多くの場合、寄与分を明示せず、寄与分を考慮した後の具体的な分け方だけを記載します。

②寄与分の請求に時効はない

相続人が寄与分を主張する場合、時効はありません。

相続財産の分け方を決める話し合いの前提なので、相続財産の分け方の合意がされた場合、寄与分の主張はできなくなります。

時効の定めはありませんが、長期間経過すると主張を裏付ける証拠が集められなくなります。

主張を裏付ける証拠が集められない場合、寄与分が認められるのは困難です。

特別寄与について、権利行使期間があります。

特別寄与者が相続発生と相続人を知ってから、6か月です。

特別寄与者が相続発生を知らなかった場合、相続発生から1年経過すると権利行使ができなくなります。

6か月と1年は時効ではなく、除斥期間です。

時効ではないから、時効の更新のように進行を止めることはできません。

③寄与分の上限は相続財産マイナス遺贈

被相続人が遺言書で遺贈をしているケースがあります。

遺言書は遺言者の意思を示すものです。

相続財産の行方は、遺言者の意思が優先されます。

寄与分は、遺贈を侵害することはできません。

遺言者の意思に反して、寄与分を主張することはできません。

相続財産から遺贈を支払った後、残った財産が寄与分の上限になります。

④遺言書と寄与分では遺言書が優先する

遺言書ですべての財産について相続させる人や遺贈を受ける人が決まっている場合、寄与分を請求する余地はありません。

⑤寄与分は原則遺留分より優先する

相続財産から遺贈を支払った後、残った財産が寄与分の上限になります。

原則として、遺留分より寄与分が優先します。

遺留分を大きく侵害するような寄与分は、寄与分の決め方が適切でないことがあります。

寄与分を決める場合に、遺留分についても一定の配慮が求められます。

5生前対策と遺産分割協議書作成を司法書士に依頼するメリット

遺産分割協議書作成は、相続手続最大の山場です。

相続財産の分け方を決めるのは、トラブルになりやすい手続だからです。

被相続人の事業を手伝っていた、療養看護に努めた相続人がいる場合、この苦労を相続で報いてもらいたいと思います。

寄与分は、一部の相続人の苦労に報いるための制度ですが、認められるためのハードルは非常に高いものです。

高いハードルを越えて寄与分が認められた場合であっても、本人が思うような金額になることはほとんどありません。

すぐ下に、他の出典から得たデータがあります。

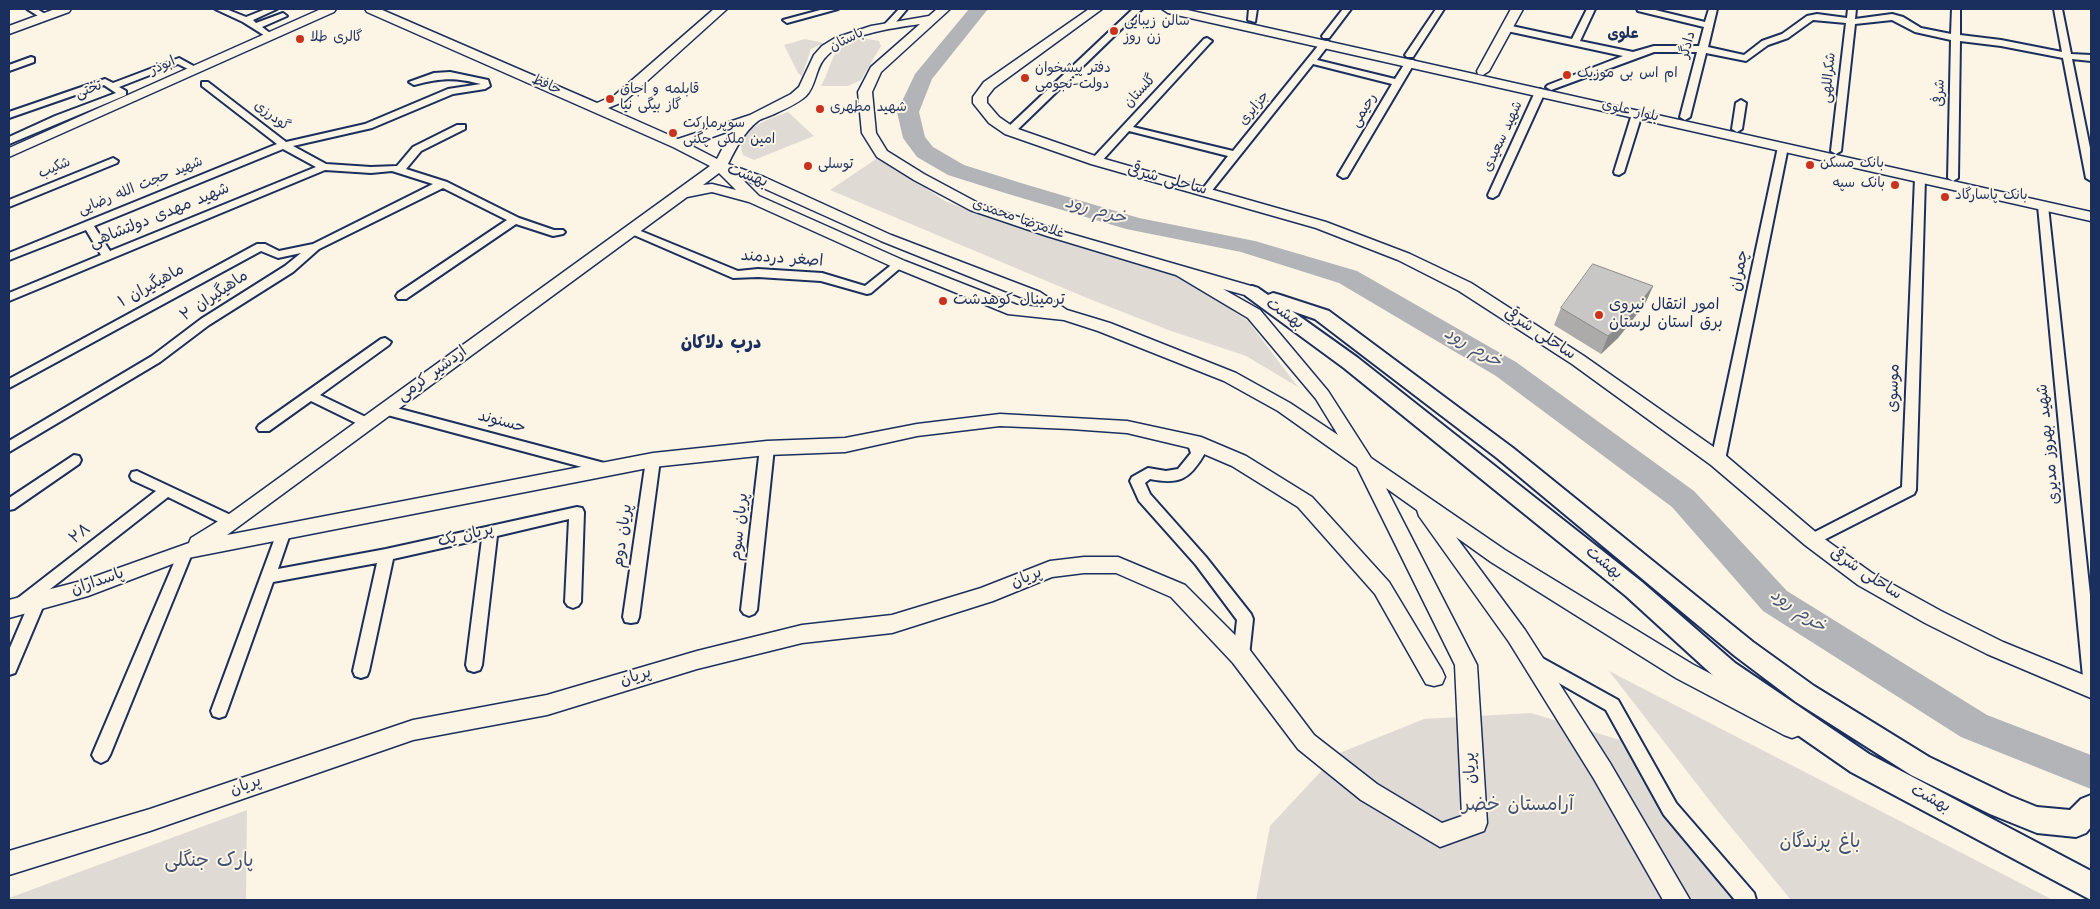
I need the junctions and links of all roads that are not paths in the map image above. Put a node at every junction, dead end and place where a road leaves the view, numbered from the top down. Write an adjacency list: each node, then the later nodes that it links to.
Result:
1 (31, 9): 29 (street)
2 (65, 9): 29 (main road)
3 (219, 9): 31 (street)
4 (273, 9): 31 (street)
5 (330, 9): 41 (main road, ابوذر)
6 (371, 9): 64 (main road, حافظ)
7 (721, 9): 64 (main road)
8 (732, 9): 67 (main road)
9 (834, 9): 32 (street)
10 (903, 9): 37 (street)
11 (913, 9): 33 (street)
12 (944, 9): 30 (main road, غلامرضا محمدی)
13 (1096, 9): 55 (main road)
14 (1108, 9): 55 (main road)
15 (1138, 9): 73 (street)
16 (1168, 9): 43 (main road, بلوار علوی)
17 (1198, 9): 27 (main road, بلوار علوی)
18 (1347, 9): 43 (street, جزایری)
19 (1440, 9): 50 (street, رحیمی)
20 (1517, 9): 38 (main road)
21 (1591, 9): 45 (street)
22 (1641, 9): 35 (street)
23 (1713, 9): 35 (street, دادگر)
24 (1852, 9): 34 (street, شکراللهی)
25 (1956, 9): 42 (street, شرفی)
26 (2058, 9): 49 (street)
27 (1252, 14): 43 (main road, بلوار علوی)
28 (283, 16): 36 (street)
29 (46, 17): 39 (main road)
30 (932, 19): 33 (main road, باستان); 46 (main road, غلامرضا محمدی)
31 (246, 20): 36 (street)
32 (787, 20)
33 (905, 22): 37 (main road, باستان)
34 (1850, 22): 42 (street); 47 (street); 78 (street, شکراللهی)
35 (1708, 25): 47 (street, دادگر)
36 (256, 26): 41 (street)
37 (888, 26): 40 (main road, باستان)
38 (1507, 28): 45 (street); 57 (main road)
39 (9, 30)
40 (857, 33): 46 (main road); 65 (main road, باستان)
41 (270, 36): 56 (main road, ابوذر)
42 (1956, 38): 49 (street); 89 (street, شرفی)
43 (1326, 39): 50 (main road, بلوار علوی); 53 (street, جزایری)
44 (1207, 41): 71 (street, گلستان)
45 (1575, 42): 48 (street)
46 (899, 48): 110 (main road, غلامرضا محمدی)
47 (1702, 49): 48 (street); 69 (street, دادگر)
48 (1633, 55): 62 (street)
49 (2068, 56): 51 (street); 90 (street)
50 (1410, 58): 57 (main road, بلوار علوی); 59 (street, رحیمی); 62 (main road, بلوار علوی)
51 (2091, 58)
52 (31, 60): 54 (street)
53 (1311, 61): 59 (street); 80 (street, جزایری)
54 (9, 68)
55 (1010, 68): 73 (main road, ساحلی شرقی)
56 (194, 69): 61 (street); 79 (main road, ابوذر)
57 (1483, 72): 62 (main road, بلوار علوی)
58 (414, 82): 76 (street, شهید حجت الله رضایی)
59 (1398, 82): 87 (street, رحیمی)
60 (205, 84): 76 (street, گودرزی)
61 (112, 86): 68 (street, تختی); 74 (street, تختی)
62 (1546, 89): 66 (main road, بلوار علوی); 69 (main road, بلوار علوی); 93 (street, شهید سعیدی)
63 (1741, 104): 72 (street)
64 (594, 108): 67 (main road, حافظ)
65 (760, 114): 75 (main road, باستان); 83 (main road, باستان)
66 (1637, 114): 77 (main road, بلوار علوی); 86 (street)
67 (612, 115): 75 (main road, حافظ)
68 (9, 116)
69 (1684, 117): 72 (main road, بلوار علوی)
70 (461, 128): 85 (street)
71 (1127, 128): 80 (street); 82 (street, گلستان)
72 (1737, 129): 78 (main road, بلوار علوی)
73 (1010, 131): 82 (main road, ساحلی شرقی)
74 (9, 141)
75 (678, 144): 83 (main road, حافظ)
76 (284, 145): 84 (street, گودرزی); 101 (street, شهید حجت الله رضایی)
77 (1783, 147): 88 (main road, بلوار علوی); 129 (street, چمران)
78 (1836, 151): 89 (main road, بلوار علوی)
79 (9, 153)
80 (1235, 155): 92 (street, جزایری)
81 (113, 161): 96 (street, شکیب)
82 (1096, 161): 92 (main road, ساحلی شرقی)
83 (720, 166): 94 (main road, اردشیر کرمی); 95 (main road, بهشت); 104 (main road, بهشت)
84 (324, 167): 85 (street); 107 (street, شهید مهدی دولتشاهی)
85 (399, 170): 91 (street)
86 (1619, 172)
87 (1343, 174)
88 (1920, 178): 97 (main road, بلوار علوی); 138 (street, موسوی)
89 (1953, 178): 98 (main road, بلوار علوی)
90 (2091, 178)
91 (443, 184): 100 (street); 105 (street, ماهیگیران ۲)
92 (1206, 191): 129 (main road, ساحلی شرقی)
93 (1493, 194)
94 (679, 195): 95 (main road); 102 (main road, اردشیر کرمی)
95 (754, 199): 106 (main road, بهشت)
96 (9, 204)
97 (2043, 206): 99 (main road, بلوار علوی); 153 (street, شهید بهروز مدیری)
98 (2091, 209)
99 (2091, 217)
100 (516, 220): 103 (street); 112 (street)
101 (88, 225): 107 (street); 108 (street, شهید حجت الله رضایی)
102 (631, 230): 109 (street, اصغر دردمند); 120 (main road, اردشیر کرمی)
103 (560, 232)
104 (886, 238): 106 (main road); 114 (main road, بهشت)
105 (315, 247): 116 (street, ماهیگیران ۱); 124 (street, ماهیگیران ۲)
106 (869, 251): 109 (main road, بهشت)
107 (108, 256): 113 (street, شهید مهدی دولتشاهی)
108 (9, 257)
109 (899, 264): 114 (main road, بهشت)
110 (1181, 271): 111 (main road, غلامرضا محمدی); 118 (main road)
111 (1252, 292): 157 (main road, بهشت); 158 (main road, بهشت)
112 (402, 296)
113 (9, 298)
114 (1065, 315): 119 (main road, بهشت)
115 (385, 342): 117 (street)
116 (9, 384)
117 (310, 395): 121 (street); 122 (street)
118 (1322, 395): 119 (main road); 126 (main road)
119 (1284, 407): 126 (main road, بهشت)
120 (385, 410): 121 (main road, اردشیر کرمی); 130 (street, حسنوند)
121 (367, 423): 135 (main road, اردشیر کرمی)
122 (264, 428)
123 (1194, 442): 125 (main road); 147 (street); 152 (main road)
124 (9, 447)
125 (767, 448): 128 (main road); 145 (street, پریان سوم)
126 (1362, 459): 133 (main road, بهشت); 147 (main road, پریان)
127 (74, 460): 134 (street)
128 (653, 460): 130 (main road); 146 (street, پریان دوم)
129 (1718, 460): 138 (main road, ساحلی شرقی)
130 (608, 469): 136 (main road)
131 (137, 476): 132 (street)
132 (167, 490): 135 (street); 144 (street, ۲۸)
133 (1418, 500): 148 (main road); 157 (main road, بهشت)
134 (9, 506)
135 (232, 522): 139 (main road, اردشیر کرمی)
136 (284, 531): 139 (main road); 141 (street)
137 (490, 532): 140 (street, پریان یک); 143 (street, پریان یک); 149 (street)
138 (1812, 540): 154 (main road, ساحلی شرقی)
139 (186, 551): 142 (main road, پاسداران); 156 (street)
140 (386, 555): 141 (street, پریان یک); 151 (street)
141 (267, 577): 155 (street)
142 (36, 602): 144 (main road, پاسداران); 150 (street)
143 (573, 602)
144 (12, 608)
145 (749, 610)
146 (631, 617)
147 (1241, 656): 159 (main road, پریان)
148 (1532, 660): 161 (main road); 162 (street)
149 (474, 665)
150 (9, 668)
151 (361, 671)
152 (1434, 677)
153 (2091, 677)
154 (2091, 688)
155 (219, 711)
156 (101, 755)
157 (1860, 763): 160 (main road, بهشت)
158 (2091, 808)
159 (9, 863)
160 (2091, 886)
161 (1677, 900)
162 (1746, 900)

法律で実質的公平が図られるのは、残念なことですが事実上困難です。

だから、相続財産を分けるのはトラブルになるのです。

遺産分割協議書は遺産の分け方について、相続人全員による合意を取りまとめた文書です。

前提として、話し合いによる合意ができていなければ、文書にできません。

相続手続が大変だったという人は、分け方を決めることができないから大変だったのです。

生前に相続財産の分け方を対策しておくことが相続をラクにします。

相続財産の分け方が決まれば、遺産分割協議書作成は一挙にラクになります。

相続手続がラクに済めば、家族の絆が強まります。

家族の幸せのために、生前対策と遺産分割協議書作成を司法書士などの専門家に依頼することをおすすめします。